Loin de moi la pensée de soupçonner Louis XVI d'être altéré de sang, mais un monarque faible, entouré de mauvais conseillers, devient aisément cruel, ou bien, ce qui revient au même, sa faiblesse laisse exercer des cruautés sous l'autorité de son nom. De quelque manière, donc, que j'envisage les conséquences des événements d'hier, je frémis sur l'avenir."
"Si mes frères en Jésus-Christ n'étaient pas des fous, ils suivraient mon exemple : ils penseraient un peu plus à s'assurer en France un sort heureux et s'embarrasseraient moins des scrupules de leur conscience et de leurs devoirs envers Rome. Après tous les serments que nous avons faits et rompus, après avoir tant de fois juré fidélité à une Constitution, à la nation, à la loi, au roi, toutes choses qui n'existent que de nom, qu'est-ce qu'un nouveau serment signifie ?"

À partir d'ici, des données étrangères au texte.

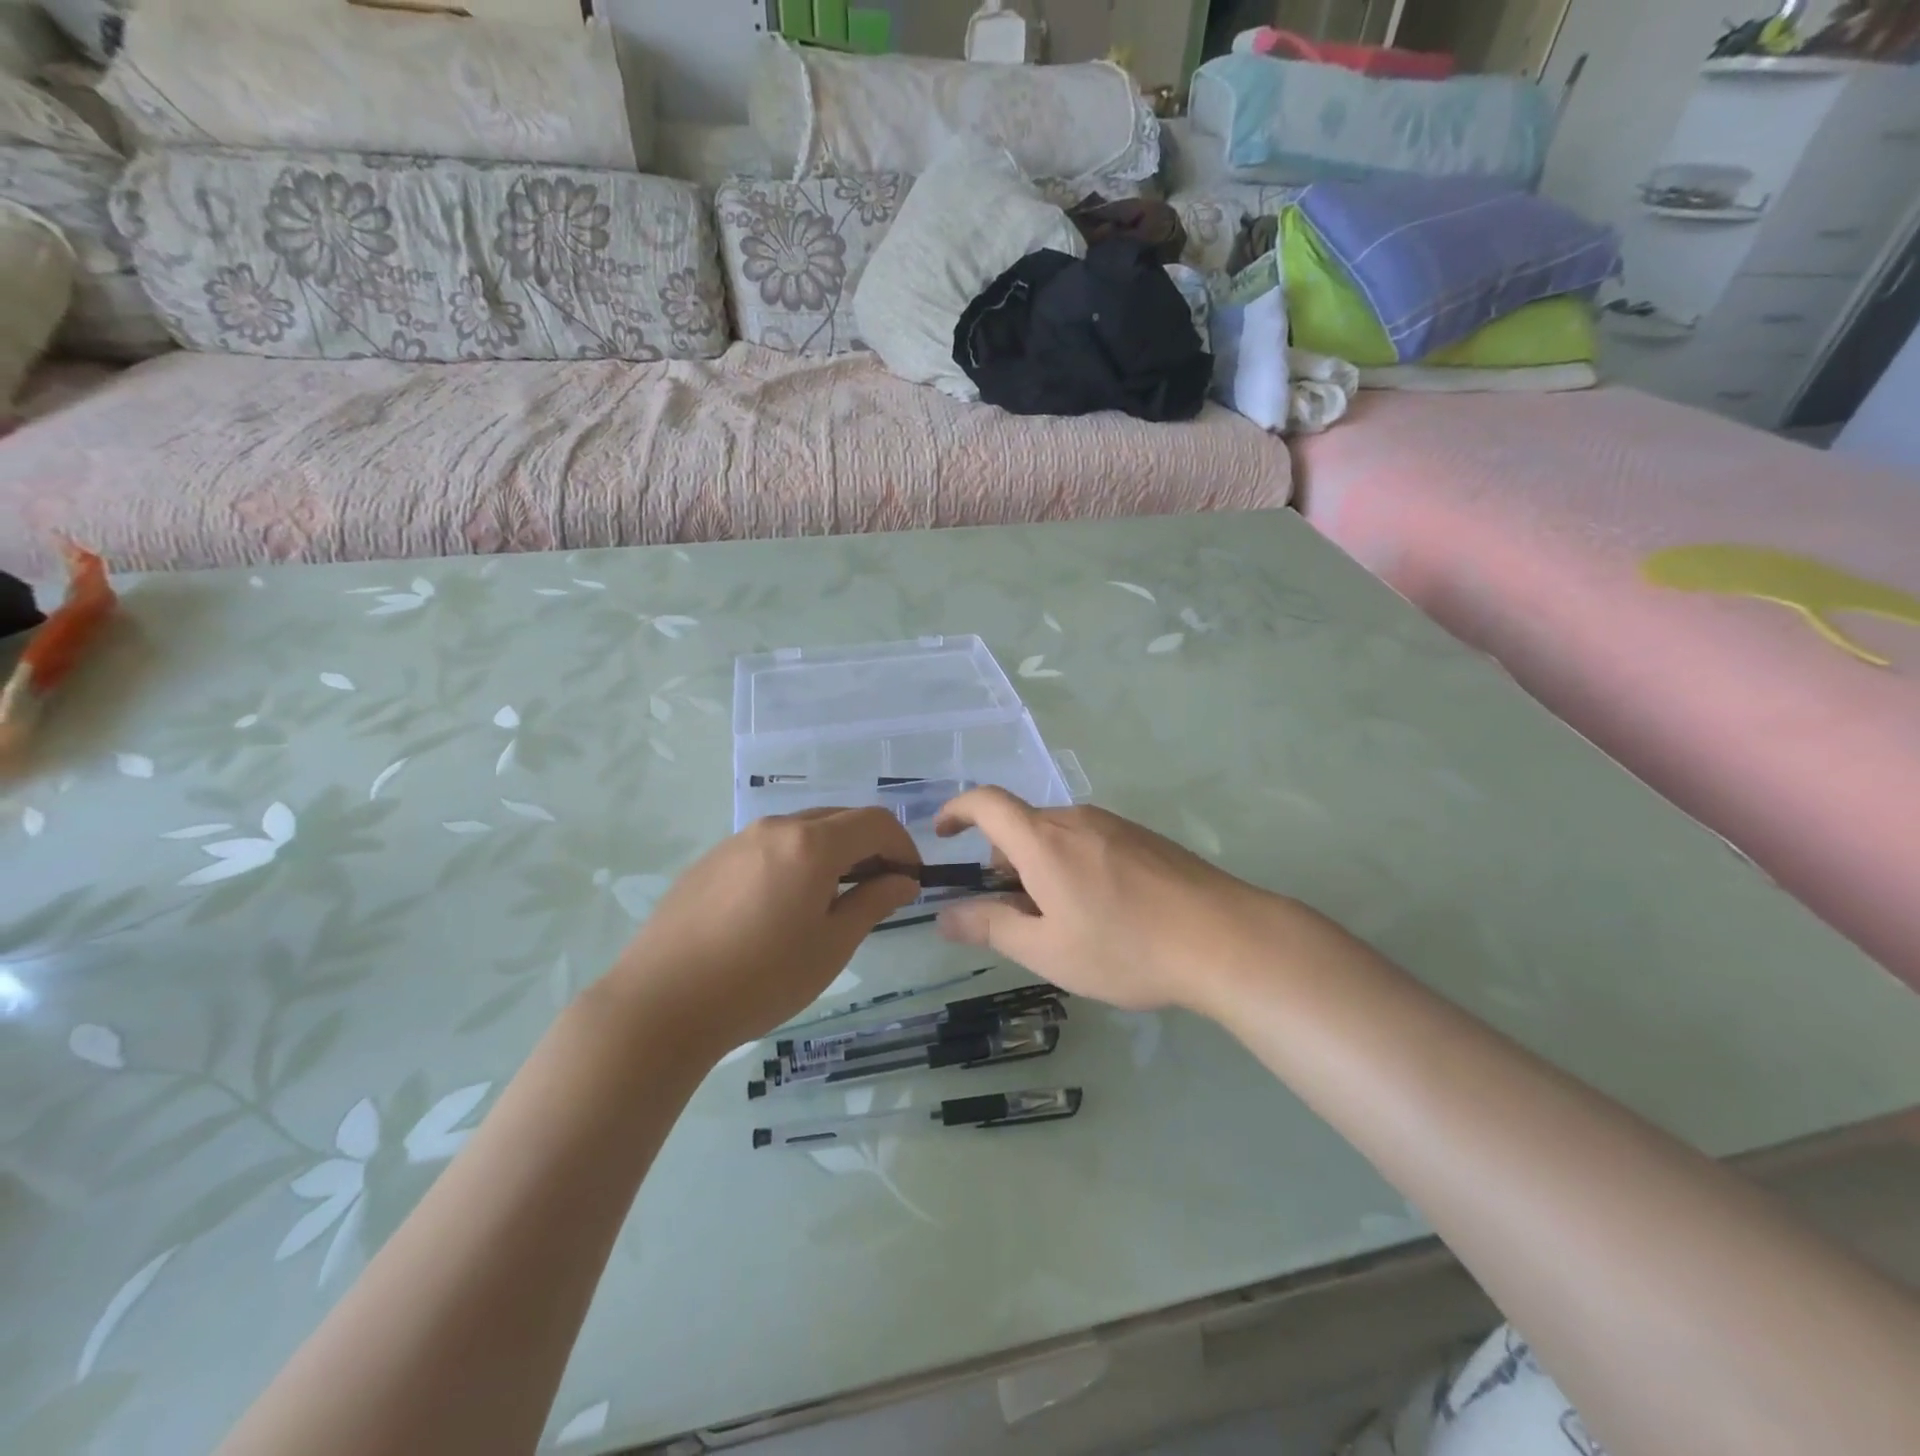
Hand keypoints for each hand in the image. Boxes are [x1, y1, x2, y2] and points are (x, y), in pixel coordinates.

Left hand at [608, 809, 921, 1057]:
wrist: (660, 1004)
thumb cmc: (760, 979)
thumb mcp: (831, 946)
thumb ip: (873, 903)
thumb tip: (903, 881)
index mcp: (811, 844)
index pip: (875, 822)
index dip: (903, 846)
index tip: (910, 881)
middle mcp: (775, 828)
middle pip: (839, 819)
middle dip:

"J'espère que votre pénétration n'a pu laisser échapper à quelle divinité j'adressais hier mes prières et mon serment de fidélité, et que vous étiez l'être suprême que j'adorais et que toujours j'adorerais. Comment va votre embonpoint ? Votre Charles aura-t-il un frère ou une sœur, ou est-ce seulement une fausse alarme ? Embrassez notre cher enfant. Je souperai avec vous demain. Brûlez cette lettre."